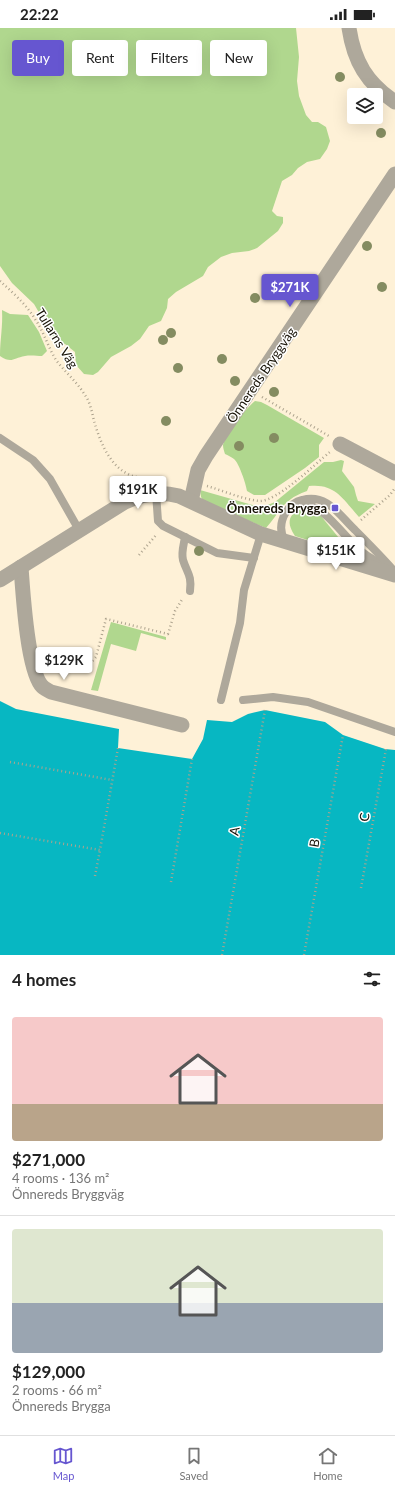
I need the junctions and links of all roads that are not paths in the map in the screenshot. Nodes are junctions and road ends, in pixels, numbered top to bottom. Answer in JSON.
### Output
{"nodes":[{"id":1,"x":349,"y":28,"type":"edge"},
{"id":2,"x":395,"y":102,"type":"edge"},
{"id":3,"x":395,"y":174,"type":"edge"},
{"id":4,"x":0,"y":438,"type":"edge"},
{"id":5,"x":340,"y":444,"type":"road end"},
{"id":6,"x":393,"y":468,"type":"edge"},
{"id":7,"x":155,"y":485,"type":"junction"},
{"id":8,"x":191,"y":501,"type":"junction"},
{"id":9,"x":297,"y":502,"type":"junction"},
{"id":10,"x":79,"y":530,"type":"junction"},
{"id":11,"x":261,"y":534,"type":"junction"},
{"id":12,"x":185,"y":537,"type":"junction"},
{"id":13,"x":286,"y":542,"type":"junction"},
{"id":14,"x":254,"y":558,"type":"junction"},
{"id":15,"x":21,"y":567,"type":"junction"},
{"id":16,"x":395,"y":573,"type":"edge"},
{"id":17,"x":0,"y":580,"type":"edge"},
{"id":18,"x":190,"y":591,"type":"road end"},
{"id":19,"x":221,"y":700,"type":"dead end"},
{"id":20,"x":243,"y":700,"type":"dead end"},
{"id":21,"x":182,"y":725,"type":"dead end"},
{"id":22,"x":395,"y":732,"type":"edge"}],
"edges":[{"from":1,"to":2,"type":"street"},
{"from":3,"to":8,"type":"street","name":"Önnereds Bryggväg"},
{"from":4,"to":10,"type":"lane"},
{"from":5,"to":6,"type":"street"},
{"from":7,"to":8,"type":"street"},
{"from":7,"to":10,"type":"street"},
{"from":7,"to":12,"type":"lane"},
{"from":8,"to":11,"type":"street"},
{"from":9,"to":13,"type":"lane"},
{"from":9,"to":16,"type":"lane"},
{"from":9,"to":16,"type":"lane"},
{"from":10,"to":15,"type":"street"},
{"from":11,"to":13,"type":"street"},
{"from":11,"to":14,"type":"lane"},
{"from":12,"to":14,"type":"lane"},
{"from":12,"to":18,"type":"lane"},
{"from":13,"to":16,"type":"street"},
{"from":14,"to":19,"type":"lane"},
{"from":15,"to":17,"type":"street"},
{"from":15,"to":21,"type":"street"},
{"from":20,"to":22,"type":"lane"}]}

TASK REQUIREMENTS
Using the records above, output their complete text exactly, minus any images.

TASK RESULT
I need the junctions and links of all roads that are not paths in the map in the screenshot. Nodes are junctions and road ends, in pixels, numbered top to bottom. Answer in JSON.
### Output
{"nodes":[{"id":1,"x":349,"y":28,"type":"edge"},
{"id":2,"x":395,"y":102,"type":"edge"},
{"id":3,"x":395,"y":174,"type":"edge"},
{"id":4,"x":0,"y":438,"type":"edge"},
{"id":5,"x":340,"y":444,"type":"road end"},
{"id":6,"x":393,"y":468,"type":"edge"},
{"id":7,"x":155,"y":485,"type":"junction"},
{"id":8,"x":191,"y":501,"type":"junction"},
{"id":9,"x":297,"y":502,"type":"junction"},
{"id":10,"x":79,"y":530,"type":"junction"},
{"id":11,"x":261,"y":534,"type":"junction"},
{"id":12,"x":185,"y":537,"type":"junction"},
{"id":13,"x":286,"y":542,"type":"junction"},
{"id":14,"x":254,"y":558,"type":"junction"},
{"id":15,"x":21,"y":567,"type":"junction"},
{"id":16,"x":395,"y":573,"type":"edge"},
{"id":17,"x":0,"y":580,"type":"edge"},
{"id":18,"x":190,"y":591,"type":"road end"},
{"id":19,"x":221,"y":700,"type":"dead end"},
{"id":20,"x":243,"y":700,"type":"dead end"},
{"id":21,"x":182,"y":725,"type":"dead end"},
{"id":22,"x":395,"y":732,"type":"edge"}],
"edges":[{"from":1,"to":2,"type":"street"},
{"from":3,"to":8,"type":"street","name":"Önnereds Bryggväg"},
{"from":4,"to":10,"type":"lane"},
{"from":5,"to":6,"type":"street"},
{"from":7,"to":8,"type":"street"},
{"from":7,"to":10,"type":"street"},
{"from":7,"to":12,"type":"lane"},
{"from":8,"to":11,"type":"street"},
{"from":9,"to":13,"type":"lane"},
{"from":9,"to":16,"type":"lane"},
{"from":9,"to":16,"type":"lane"},
{"from":10,"to":15,"type":"street"},
{"from":11,"to":13,"type":"street"},
{"from":11,"to":14,"type":"lane"},
{"from":12,"to":14,"type":"lane"},
{"from":12,"to":18,"type":"lane"},
{"from":13,"to":16,"type":"street"},
{"from":14,"to":19,"type":"lane"},
{"from":15,"to":17,"type":"street"},
{"from":15,"to":21,"type":"street"},
{"from":20,"to":22,"type":"lane"}]}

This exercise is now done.